Personal information
- Full name: George Reginald Powell
- Date of birth: 11 November 1924
- Place of birth: Fulham, England
- Date of death: 19 February 1989 (aged 64)
- Height: 6 ft 1 in (1.85 m)
- Position: Full back

Youth career
- Years: Team
- Fulham
- 1946-53: Queens Park Rangers / 155
- 1955: Snowden Colliery

= George Powell (footballer) =

English footballer

George Reginald Powell (11 November 1924 – 19 February 1989) was an English footballer, who played for QPR as a right back.

==Early life==
George Reginald Powell was born Fulham, London on 11 November 1924.

==Career==
Powell signed for Rangers in 1946 after turning down Arsenal and Fulham.

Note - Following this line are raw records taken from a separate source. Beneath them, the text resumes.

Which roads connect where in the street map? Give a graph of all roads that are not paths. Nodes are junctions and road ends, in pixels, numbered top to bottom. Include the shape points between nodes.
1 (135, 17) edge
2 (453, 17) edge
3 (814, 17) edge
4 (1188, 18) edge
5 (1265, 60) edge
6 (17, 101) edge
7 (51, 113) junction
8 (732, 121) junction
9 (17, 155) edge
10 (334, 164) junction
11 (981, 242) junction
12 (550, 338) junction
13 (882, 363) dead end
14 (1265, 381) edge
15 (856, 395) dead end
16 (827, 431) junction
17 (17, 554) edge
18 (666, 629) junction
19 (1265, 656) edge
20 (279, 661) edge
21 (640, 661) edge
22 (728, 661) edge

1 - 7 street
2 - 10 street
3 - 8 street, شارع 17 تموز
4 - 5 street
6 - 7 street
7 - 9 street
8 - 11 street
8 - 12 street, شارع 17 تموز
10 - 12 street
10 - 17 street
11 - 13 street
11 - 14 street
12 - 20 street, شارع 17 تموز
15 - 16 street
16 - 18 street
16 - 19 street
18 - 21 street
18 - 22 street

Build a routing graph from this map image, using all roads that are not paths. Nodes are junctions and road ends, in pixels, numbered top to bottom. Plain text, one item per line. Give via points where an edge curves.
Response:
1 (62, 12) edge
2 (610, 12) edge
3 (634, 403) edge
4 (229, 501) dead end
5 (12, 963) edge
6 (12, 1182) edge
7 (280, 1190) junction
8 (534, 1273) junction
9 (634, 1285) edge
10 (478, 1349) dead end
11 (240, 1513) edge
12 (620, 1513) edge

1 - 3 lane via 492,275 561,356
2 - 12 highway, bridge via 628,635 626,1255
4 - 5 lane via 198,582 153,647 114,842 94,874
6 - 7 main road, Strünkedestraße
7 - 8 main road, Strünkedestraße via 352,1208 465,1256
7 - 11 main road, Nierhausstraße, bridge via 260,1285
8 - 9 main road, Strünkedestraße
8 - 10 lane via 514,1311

He made his debut in a 2–3 defeat against Reading in November 1947. He was a member of the team that won the Third Division (South) Championship in 1948.
In 1948 Sheffield United bid a British record £28,000 by Powell turned the move down to stay in London
The same year, 1948, he was captain of QPR when they won the 3rd Division title.
He was also Captain of the GB side in the war years.
He was the last amateur to play for Fulham first team prior to his signing for QPR
Powell played right-back and went on to play 155 league games for Rangers. Powell left Rangers for non-league football in 1953.

==Later life==
Married to Alice Powell (also known as Morrie) living in Norwich
Father of George Alan Powell living in Norwich, who is a former Norfolk County FA manager / coach
He died in 1989.

In 2020 George was elected into the Queens Park Rangers FC Hall of Fame.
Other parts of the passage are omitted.